In many companies, projects change hands more than once. When this happens, it’s really helpful to have documentation of your work. Much of what you do will be esoteric and limited to the framework of the project you are working on. This reason is also why simple problems don’t always have simple solutions.
Keeping records allows you to do many things. You can see if you met deadlines on time. You can see what you thought the problems were going to be versus what they actually were. You can see how much longer the project took than you predicted. You can see projected budget (if you actually set one,) versus real budget. You can see the issues caused by running low on budget. You can have a document that can be passed on to other workers joining the project, reducing their overall learning time and hopefully reducing the likelihood of work duplication. You can use these same project documents in your personal portfolio if allowed by the company. The opportunities for improvement really open up once you start keeping good records.
Defining methods
At this point you should have done enough trial and error that you’ve found certain patterns.
As a company that designs products, we’ve found that we need to take an idea to prototyping phase and then to manufacture. While we’re prototyping, before we try to take it to manufacture, it helps to know what amount we’ll be making, and then consult with someone who specializes in manufacturing techniques (an industrial designer, or potential manufacturers themselves,) which allows us to understand what materials we should be working with, what production techniques are available, and the overall cost differences between each idea we have. This allows us to spend a bit more time at the drawing board in exchange for spending less in a meeting room with manufacturers, thus getting our product on the road a little bit faster.
That’s an example of a method. You will find your own if you look back at what you’ve done. Once you’re aware of your methods, you can refine them on future endeavors.
Redoing everything when you try to ship
Normally when you try to ship, if you aren’t super familiar with every process available, you’ll make some mistakes which manufacturers, subcontractors, designers, UX designers, etc, will tell you you are making. It’s very prudent to listen to these concerns and address as many as possible, provided they are relevant (which they almost always are.) This can be frustrating or scary because you were so close to the finish line, but now it feels like you’re back at the starting line. You aren’t, but it can feel that way.
Shipping anyways
Sometimes, you can get so much feedback that you’d need to double the size of your team to address it all. Sometimes, you are very aware that shipping a product that is a drastic improvement from your previous product is better than never shipping a product that you are constantly perfecting.
Shipping anyways can be easy. If you have a deadline, you hit it and you ship. If you have a bar that you have to achieve that is very obvious and defined, you wait to ship until you hit that bar.
Shipping anyways can be difficult if there are no timelines or rules defining your end result. It helps to show what you’re doing to other people, think about the result of shipping your product (good and bad,) and why you started developing it in the first place.

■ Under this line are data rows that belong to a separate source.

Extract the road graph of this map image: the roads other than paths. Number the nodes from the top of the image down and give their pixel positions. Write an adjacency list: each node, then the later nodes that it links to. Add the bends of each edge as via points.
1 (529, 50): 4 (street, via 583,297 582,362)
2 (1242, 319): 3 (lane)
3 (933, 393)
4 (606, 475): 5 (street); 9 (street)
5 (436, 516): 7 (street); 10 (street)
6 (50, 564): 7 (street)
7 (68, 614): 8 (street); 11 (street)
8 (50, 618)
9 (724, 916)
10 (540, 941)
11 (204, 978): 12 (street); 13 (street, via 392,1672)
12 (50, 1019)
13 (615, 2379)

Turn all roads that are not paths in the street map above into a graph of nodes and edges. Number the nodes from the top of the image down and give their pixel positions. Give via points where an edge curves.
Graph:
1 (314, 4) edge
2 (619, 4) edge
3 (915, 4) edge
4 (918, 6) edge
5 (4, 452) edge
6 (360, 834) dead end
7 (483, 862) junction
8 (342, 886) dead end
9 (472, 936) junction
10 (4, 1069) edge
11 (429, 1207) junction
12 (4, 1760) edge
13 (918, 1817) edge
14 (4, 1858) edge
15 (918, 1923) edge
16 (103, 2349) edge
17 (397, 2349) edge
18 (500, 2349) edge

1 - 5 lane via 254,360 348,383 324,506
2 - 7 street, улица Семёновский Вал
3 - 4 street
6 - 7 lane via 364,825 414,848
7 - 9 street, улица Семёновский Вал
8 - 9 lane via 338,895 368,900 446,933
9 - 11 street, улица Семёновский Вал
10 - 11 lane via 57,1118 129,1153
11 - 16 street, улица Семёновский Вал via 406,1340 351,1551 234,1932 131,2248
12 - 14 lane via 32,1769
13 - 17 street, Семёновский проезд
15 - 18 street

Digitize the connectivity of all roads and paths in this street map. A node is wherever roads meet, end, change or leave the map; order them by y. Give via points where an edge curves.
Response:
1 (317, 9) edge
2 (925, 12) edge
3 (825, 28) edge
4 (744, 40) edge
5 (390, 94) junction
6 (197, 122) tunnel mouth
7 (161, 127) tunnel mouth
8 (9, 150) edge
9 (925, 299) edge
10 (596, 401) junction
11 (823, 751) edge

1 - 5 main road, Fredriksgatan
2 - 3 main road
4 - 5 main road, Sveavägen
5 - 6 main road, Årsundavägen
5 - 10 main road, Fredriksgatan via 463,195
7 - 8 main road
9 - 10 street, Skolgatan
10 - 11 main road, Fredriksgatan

If you do some meta thinking on why you’re supposed to ship your product, it can make it easier to know when ship time should be.
In conclusion
This is our non-formula for prototyping. Expect it to be fun. Expect it to get hard. Expect it to get confusing. Plan for that. Find people to help when you need it. Don’t worry about your mistakes, but fix them if you can. Get excited and celebrate when you’ve made something you’re truly proud of. It’s no small feat!